Trying my hand at my first imperial stout and I wanted to get advice about adding a nice vanilla flavor to the batch.

I love BB Aged Vanilla stouts, so I want both flavors to be pretty forward in the final beer. I already am going to bourbon soak oak spirals and add after the 2nd week of primary.

I see that vanilla beans are really expensive, and since this is a small batch, I wanted to see what others may use, and if the bean is that much better than an extract, and also when to add into the primary?

Thanks for any info!
 
I am using 2 beans soaked in 1.5 ounces of bourbon for 7 days to flavor 5 gallons of Porter. I hear whole vanilla beans add lots of aroma, but using pure vanilla extract adds vanilla flavor.

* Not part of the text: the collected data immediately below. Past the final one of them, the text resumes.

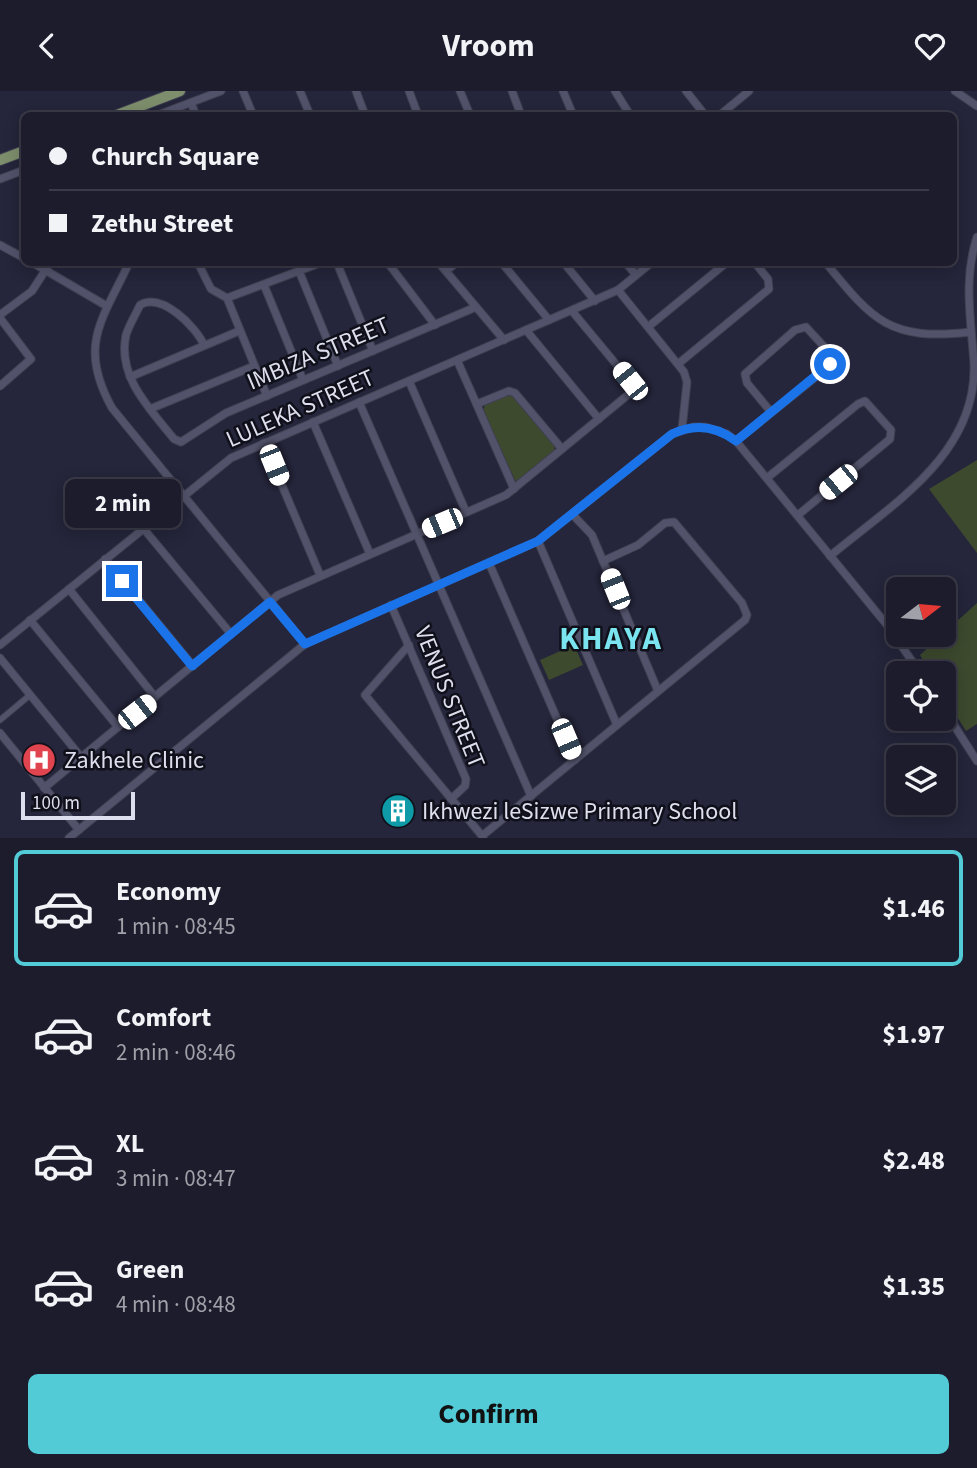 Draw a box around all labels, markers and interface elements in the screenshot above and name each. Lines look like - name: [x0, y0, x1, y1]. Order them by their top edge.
- text: Vroom: [442, 23, 535, 69]
- icon: back: [28, 27, 66, 65]
- icon: heart: [911, 27, 949, 65]
- text: Church Square: [91, 138, 259, 175]
- text: Zethu Street: [91, 205, 233, 242]
- street label: IMBIZA STREET: [241, 308, 395, 399]
- route start: [814, 348, 846, 380]
- car: [609, 358, 652, 404]
- street label: LULEKA STREET: [220, 360, 380, 457]
- car: [257, 442, 292, 488]
- car: [816, 461, 861, 503]
- callout: 2 min: [64, 479, 180, 529]
- text: 2 min: [95, 487, 151, 520]
- car: [419, 505, 466, 541]
- route end: [106, 565, 138, 597]
- car: [598, 566, 633, 612]
- north arrow: [886, 577, 956, 647]
- map controls: [886, 577, 956, 815]
- district label: KHAYA: [559, 616, 663, 662]
- street label: VENUS STREET: [405, 621, 494, 774]
- button: locate: [886, 661, 956, 731]
- car: [114, 691, 161, 733]
- car: [549, 716, 584, 762]
- hospital icon: Zakhele Clinic: [20, 741, 58, 779]
- place label: Zakhele Clinic: [64, 743, 204, 778]
- button: layers: [886, 745, 956, 815]
- scale bar: [21, 789, 135, 821]
- text: 100 m: [32, 790, 80, 817]
- building icon: Ikhwezi leSizwe Primary School: [379, 792, 417, 830]
- place label: Ikhwezi leSizwe Primary School: [422, 794, 737, 829]
- text: Economy: [116, 873, 221, 910]
- icon: car: [32, 877, 95, 940]
- text: $1.46: [882, 890, 945, 927]
- text: 1 min · 08:45: [116, 910, 236, 943]
- text: Comfort: [116, 999, 211, 1036]
- icon: car: [32, 1003, 95, 1066]
- text: $1.97: [882, 1016, 945, 1053]
- text: 2 min · 08:46: [116, 1036, 236, 1069]
- text: XL: [116, 1125, 144, 1162]
- icon: car: [32, 1129, 95, 1192]
- text: $2.48: [882, 1142, 945, 1179]
- text: 3 min · 08:47: [116, 1162, 236, 1195]
- text: Green: [116, 1251, 184, 1288]
- icon: car: [32, 1255, 95, 1318]
- text: $1.35: [882, 1268, 945, 1305]
- text: 4 min · 08:48: [116, 1288, 236, 1321]
- button: Confirm: [28, 1374, 949, 1454]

This 1.5 ounce vanilla bean/bourbon tincture equals a 0.23% addition to the 5 gallon batch. Which having never done a flavoring like this before, I feel is a good place to start. I plan on adding the beans and bourbon to the kegged beer after it's been carbonated.
 
Potentially stupid question thehaze, but did you split and scrape the beans? I've had the flavour come out noticeably in several different drinks with .5 beans a gallon with the only time it didn't come through was my first time using vanilla bean where I didn't split and scrape.
 
Potentially stupid question thehaze, but did you split and scrape the beans? I've had the flavour come out noticeably in several different drinks with .5 beans a gallon with the only time it didn't come through was my first time using vanilla bean where I didn't split and scrape.

All 4 beans were split and scraped. I also cut them in smaller bits ( 3-4 bits per bean ) and along with crushed cocoa beans, were they stored cold for 2 days in bourbon, prior to being dumped in the fermenter.

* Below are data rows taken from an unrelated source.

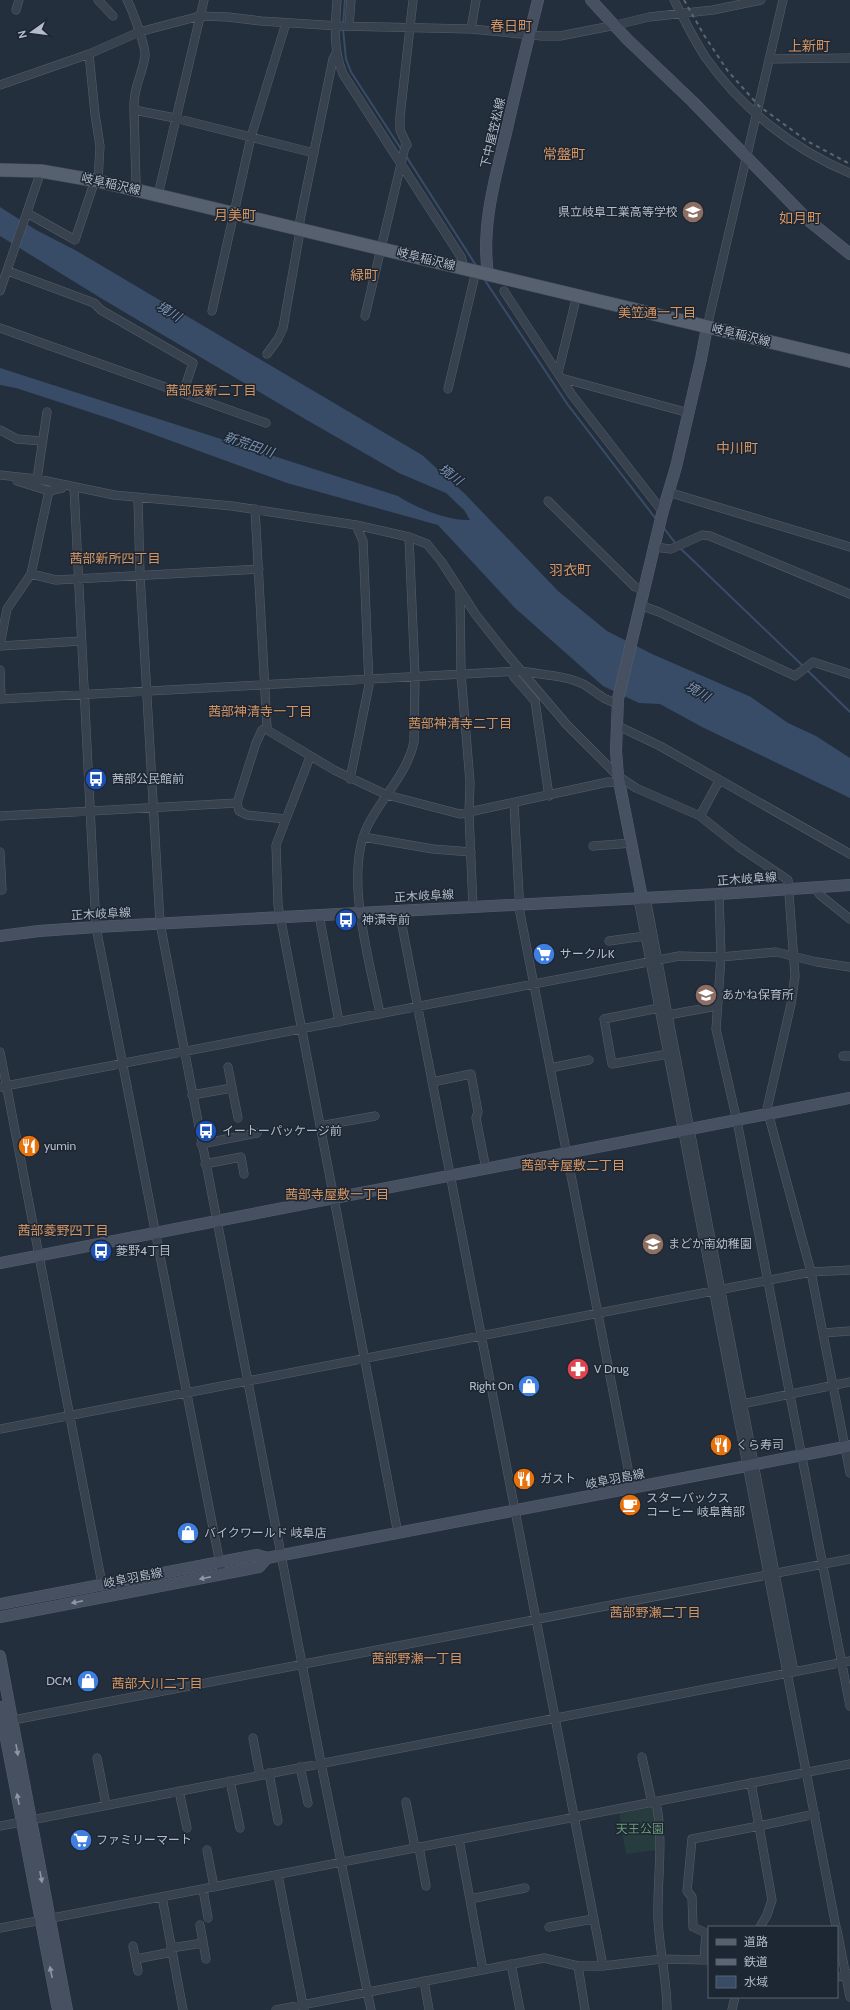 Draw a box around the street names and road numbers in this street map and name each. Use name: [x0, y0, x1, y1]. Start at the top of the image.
street label: 下中屋笠松線: [477, 96, 508, 170]
street label: 岐阜稲沢線: [80, 169, 142, 198]
street label: 岐阜稲沢線: [395, 244, 457, 273]
street label: 岐阜稲沢線: [710, 320, 772, 349]
street label: 正木岐阜線: [717, 869, 777, 888]
street label: 正木岐阜線: [394, 886, 454, 905]
street label: 正木岐阜線: [71, 904, 131, 923]
street label: 岐阜羽島線: [584, 1465, 646, 1492]
street label: 岐阜羽島線: [102, 1564, 164, 1591]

I could maybe be a bit insensitive to vanilla flavour, but I doubt this was the case with mine. The grain bill was complex and beer became really good 3 months after I bottled it.
 
Go to your local pharmacy and ask for a couple of empty 3 ounce liquid medication bottle. Chop your beans and add 1 to 2 ounces booze of your choice. Shake it often. Do this ahead of time. I try to have a bottle on the shelf ready to go. It won't go bad and you don't have to do the scrape thing if it sits long enough.
 
All 4 beans were split and scraped. I also cut them in smaller bits ( 3-4 bits per bean ) and along with crushed cocoa beans, were they stored cold for 2 days in bourbon, prior to being dumped in the fermenter.

I could maybe be a bit insensitive to vanilla flavour, but I doubt this was the case with mine. The grain bill was complex and beer became really good 3 months after I bottled it.

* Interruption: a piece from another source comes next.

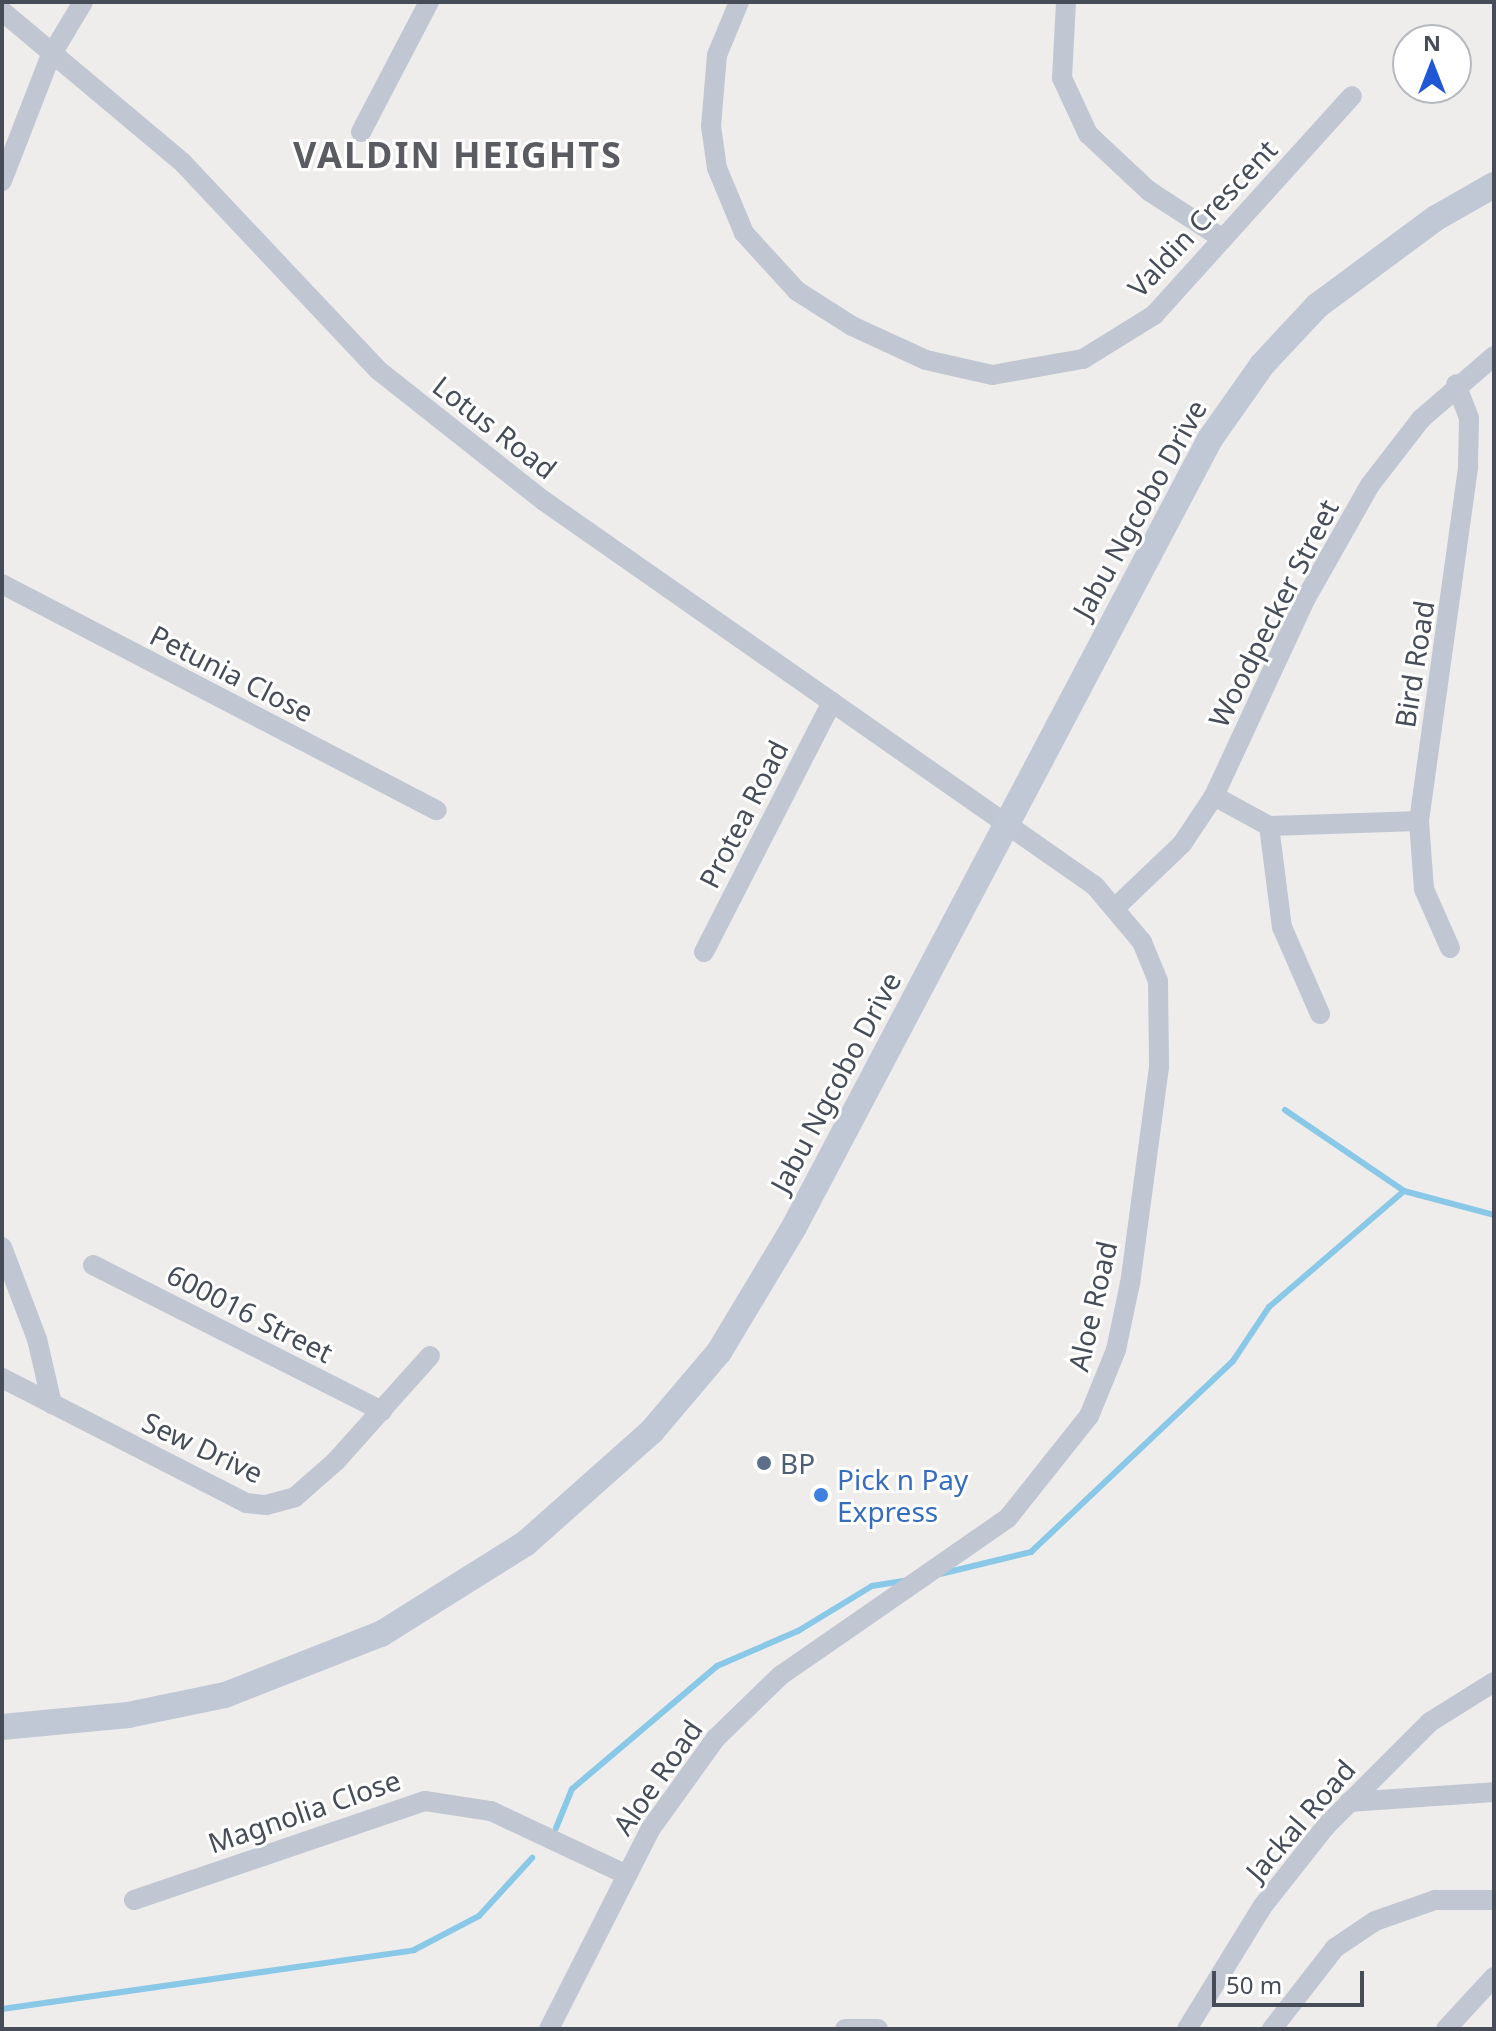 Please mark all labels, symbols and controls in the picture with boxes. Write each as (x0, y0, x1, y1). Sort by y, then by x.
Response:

Either you had bad beans or the temperature/time duration caused almost no extraction. Obviously, not all beans are equal, but I recently used 2 beans a mango milkshake NE IPA, and the flavor was super strong for a couple weeks before balancing out nicely. In the future, I'd add the extract to the keg/bottling bucket and as a previous poster said, shake the bottle several times a day and leave at RT.
 
Noob question.

Trying my hand at my first imperial stout and I wanted to get advice about adding a nice vanilla flavor to the batch.

I love BB Aged Vanilla stouts, so I want both flavors to be pretty forward in the final beer. I already am going to bourbon soak oak spirals and add after the 2nd week of primary.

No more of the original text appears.